(What you should do):
Copy the listing exactly, please, and keep every picture out of it.

+---+

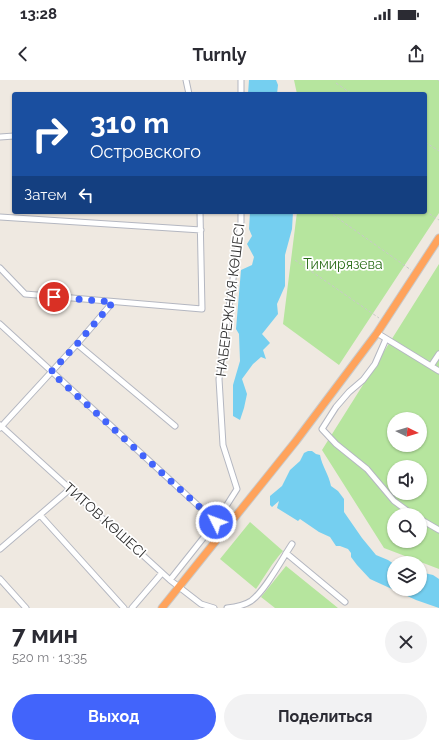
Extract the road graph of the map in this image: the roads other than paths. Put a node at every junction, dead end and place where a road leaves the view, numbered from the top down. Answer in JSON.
{"nodes":[{"id":1,"x":186,"y":80,"type":"edge"},
{"id":2,"x":241,"y":80,"type":"edge"},
{"id":3,"x":189,"y":92,"type":"edge"},
{"id":4,"x":241,"y":92,"type":"edge"},
{"id":5,"x":12,"y":136,"type":"edge"},
{"id":6,"x":0,"y":137,"type":"edge"},
{"id":7,"x":200,"y":214,"type":"edge"},
{"id":8,"x":241,"y":214,"type":"edge"},
{"id":9,"x":0,"y":217,"type":"edge"},
{"id":10,"x":201,"y":230,"type":"junction"},
{"id":11,"x":439,"y":238,"type":"edge"},
{"id":12,"x":0,"y":268,"type":"edge"},
{"id":13,"x":113,"y":302,"type":"junction"},
{"id":14,"x":0,"y":324,"type":"edge"},
{"id":15,"x":377,"y":333,"type":"junction"},
{"id":16,"x":386,"y":339,"type":"junction"},
{"id":17,"x":77,"y":344,"type":"junction"},
{"id":18,"x":439,"y":354,"type":"edge"},
{"id":19,"x":431,"y":366,"type":"junction"},
{"id":20,"x":439,"y":371,"type":"edge"},
{"id":21,"x":51,"y":372,"type":"junction"},
{"id":22,"x":175,"y":426,"type":"dead end"},
{"id":23,"x":0,"y":427,"type":"edge"},
{"id":24,"x":70,"y":489,"type":"junction"},
{"id":25,"x":404,"y":508,"type":"edge"},
{"id":26,"x":40,"y":515,"type":"junction"},
{"id":27,"x":216,"y":522,"type":"junction"},
{"id":28,"x":427,"y":523,"type":"edge"},
{"id":29,"x":439,"y":530,"type":"edge"},
{"id":30,"x":292,"y":544,"type":"dead end"},
{"id":31,"x":0,"y":549,"type":"edge"},
{"id":32,"x":286,"y":552,"type":"junction"},
{"id":33,"x":162,"y":573,"type":"junction"},
{"id":34,"x":0,"y":579,"type":"edge"},
{"id":35,"x":170,"y":580,"type":"junction"},
{"id":36,"x":179,"y":587,"type":"junction"},
{"id":37,"x":345,"y":602,"type":"dead end"},
{"id":38,"x":26,"y":608,"type":"edge"},
{"id":39,"x":124,"y":608,"type":"edge"},
{"id":40,"x":132,"y":608,"type":"edge"},
{"id":41,"x":162,"y":608,"type":"edge"},
{"id":42,"x":214,"y":608,"type":"edge"},
{"id":43,"x":227,"y":608,"type":"edge"}],
"edges":[{"from":1,"to":3,"type":"street"},
{"from":2,"to":4,"type":"street"},
{"from":5,"to":6,"type":"street"},
{"from":7,"to":10,"type":"street","name":"НАБЕРЕЖНАЯ КӨШЕСІ"},
{"from":8,"to":27,"type":"street","name":"НАБЕРЕЖНАЯ КӨШЕСІ"},
{"from":9,"to":10,"type":"street"},
{"from":10,"to":13,"type":"street","name":"НАБЕРЕЖНАЯ КӨШЕСІ"},
{"from":11,"to":15,"type":"highway"},
{"from":12,"to":13,"type":"street"},
{"from":13,"to":17,"type":"street"},
{"from":14,"to":21,"type":"street"},
{"from":15,"to":16,"type":"street"},
{"from":15,"to":36,"type":"highway"},
{"from":16,"to":19,"type":"street"},
{"from":16,"to":25,"type":"street"},
{"from":17,"to":21,"type":"street"},
{"from":17,"to":22,"type":"street"},
{"from":18,"to":19,"type":"street"},
{"from":19,"to":20,"type":"street"},
{"from":21,"to":23,"type":"street"},
{"from":21,"to":27,"type":"street"},
{"from":23,"to":24,"type":"street","name":"ТИТОВ КӨШЕСІ"},
{"from":24,"to":26,"type":"street"},
{"from":24,"to":33,"type":"street","name":"ТИТОВ КӨШЕСІ"},
{"from":26,"to":31,"type":"street"},
{"from":26,"to":39,"type":"street"},
{"from":27,"to":35,"type":"street","name":"НАБЕРЕЖНАЯ КӨШЕСІ"},
{"from":28,"to":29,"type":"street"},
{"from":30,"to":32,"type":"street"},
{"from":32,"to":37,"type":"street"},
{"from":32,"to":43,"type":"street"},
{"from":33,"to":35,"type":"street","name":"ТИТОВ КӨШЕСІ"},
{"from":33,"to":40,"type":"street"},
{"from":34,"to":38,"type":"street"},
{"from":35,"to":36,"type":"street","name":"ТИТОВ КӨШЕСІ"},
{"from":36,"to":41,"type":"highway"},
{"from":36,"to":42,"type":"street","name":"ТИТОВ КӨШЕСІ"}]}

+---+

(Exercise output):
Extract the road graph of the map in this image: the roads other than paths. Put a node at every junction, dead end and place where a road leaves the view, numbered from the top down. Answer in JSON.
{"nodes":[{"id":1,"x":186,"y":80,"type":"edge"},
{"id":2,"x":241,"y":80,"type":"edge"},
{"id":3,"x":189,"y":92,"type":"edge"},
{"id":4,"x":241,"y":92,"type":"edge"},
{"id":5,"x":12,"y":136,"type":"edge"},
{"id":6,"x":0,"y":137,"type":"edge"},
{"id":7,"x":200,"y":214,"type":"edge"},
{"id":8,"x":241,"y":214,"type":"edge"},
{"id":9,"x":0,"y":217,"type":"edge"},
{"id":10,"x":201,"y":230,"type":"junction"},
{"id":11,"x":439,"y":238,"type":"edge"},
{"id":12,"x":0,"y":268,"type":"edge"},
{"id":13,"x":113,"y":302,"type":"junction"},
{"id":14,"x":0,"y":324,"type":"edge"},
{"id":15,"x":377,"y":333,"type":"junction"},
{"id":16,"x":386,"y":339,"type":"junction"},
{"id":17,"x":77,"y":344,"type":"junction"},
{"id":18,"x":439,"y":354,"type":"edge"},
{"id":19,"x":431,"y":366,"type":"junction"},
{"id":20,"x":439,"y":371,"type":"edge"},
{"id":21,"x":51,"y":372,"type":"junction"},
{"id":22,"x":175,"y":426,"type":"dead end"},
{"id":23,"x":0,"y":427,"type":"edge"},
{"id":24,"x":70,"y":489,"type":"junction"},
{"id":25,"x":404,"y":508,"type":"edge"},
{"id":26,"x":40,"y":515,"type":"junction"},
{"id":27,"x":216,"y":522,"type":"junction"},
{"id":28,"x":427,"y":523,"type":"edge"},
{"id":29,"x":439,"y":530,"type":"edge"},
{"id":30,"x":292,"y":544,"type":"dead end"},
{"id":31,"x":0,"y":549,"type":"edge"},
{"id":32,"x":286,"y":552,"type":"junction"},
{"id":33,"x":162,"y":573,"type":"junction"},
{"id":34,"x":0,"y":579,"type":"edge"},
{"id":35,"x":170,"y":580,"type":"junction"},
{"id":36,"x":179,"y":587,"type":"junction"},
{"id":37,"x":345,"y":602,"type":"dead end"},
{"id":38,"x":26,"y":608,"type":"edge"},
{"id":39,"x":124,"y":608,"type":"edge"},
{"id":40,"x":132,"y":608,"type":"edge"},
{"id":41,"x":162,"y":608,"type":"edge"},
{"id":42,"x":214,"y":608,"type":"edge"},
{"id":43,"x":227,"y":608,"type":"edge"}],
"edges":[{"from":1,"to":3,"type":"street"},
{"from":2,"to":4,"type":"street"},
{"from":5,"to":6,"type":"street"},
{"from":7,"to":10,"type":"street","name":"НАБЕРЕЖНАЯ КӨШЕСІ"},
{"from":8,"to":27,"type":"street","name":"НАБЕРЕЖНАЯ КӨШЕСІ"},
{"from":9,"to":10,"type":"street"},
{"from":10,"to":13,"type":"street","name":"НАБЕРЕЖНАЯ КӨШЕСІ"},
{"from":11,"to":15,"type":"highway"},
{"from":12,"to":13,"type":"street"},
{"from":13,"to":17,"type":"street"},
{"from":14,"to":21,"type":"street"},
{"from":15,"to":16,"type":"street"},
{"from":15,"to":36,"type":"highway"},
{"from":16,"to":19,"type":"street"},
{"from":16,"to":25,"type":"street"},
{"from":17,"to":21,"type":"street"},
{"from":17,"to":22,"type":"street"},
{"from":18,"to":19,"type":"street"},
{"from":19,"to":20,"type":"street"},
{"from":21,"to":23,"type":"street"},
{"from":21,"to":27,"type":"street"},
{"from":23,"to":24,"type":"street","name":"ТИТОВ КӨШЕСІ"},
{"from":24,"to":26,"type":"street"},
{"from":24,"to":33,"type":"street","name":"ТИТОВ КӨШЕСІ"},
{"from":26,"to":31,"type":"street"},
{"from":26,"to":39,"type":"street"},
{"from":27,"to":35,"type":"street","name":"НАБЕРЕЖНАЯ КӨШЕСІ"},
{"from":28,"to":29,"type":"street"},
{"from":30,"to":32,"type":"street"},
{"from":32,"to":37,"type":"street"},
{"from":32,"to":43,"type":"street"},
{"from":33,"to":35,"type":"street","name":"ТИТОВ КӨШЕСІ"},
{"from":33,"to":40,"type":"street"},
{"from":34,"to":38,"type":"street"},
{"from":35,"to":36,"type":"street","name":"ТИТОВ КӨШЕСІ"},
{"from":36,"to":41,"type":"highway"},
{"from":36,"to":42,"type":"street","name":"ТИТОВ КӨШЕСІ"}]}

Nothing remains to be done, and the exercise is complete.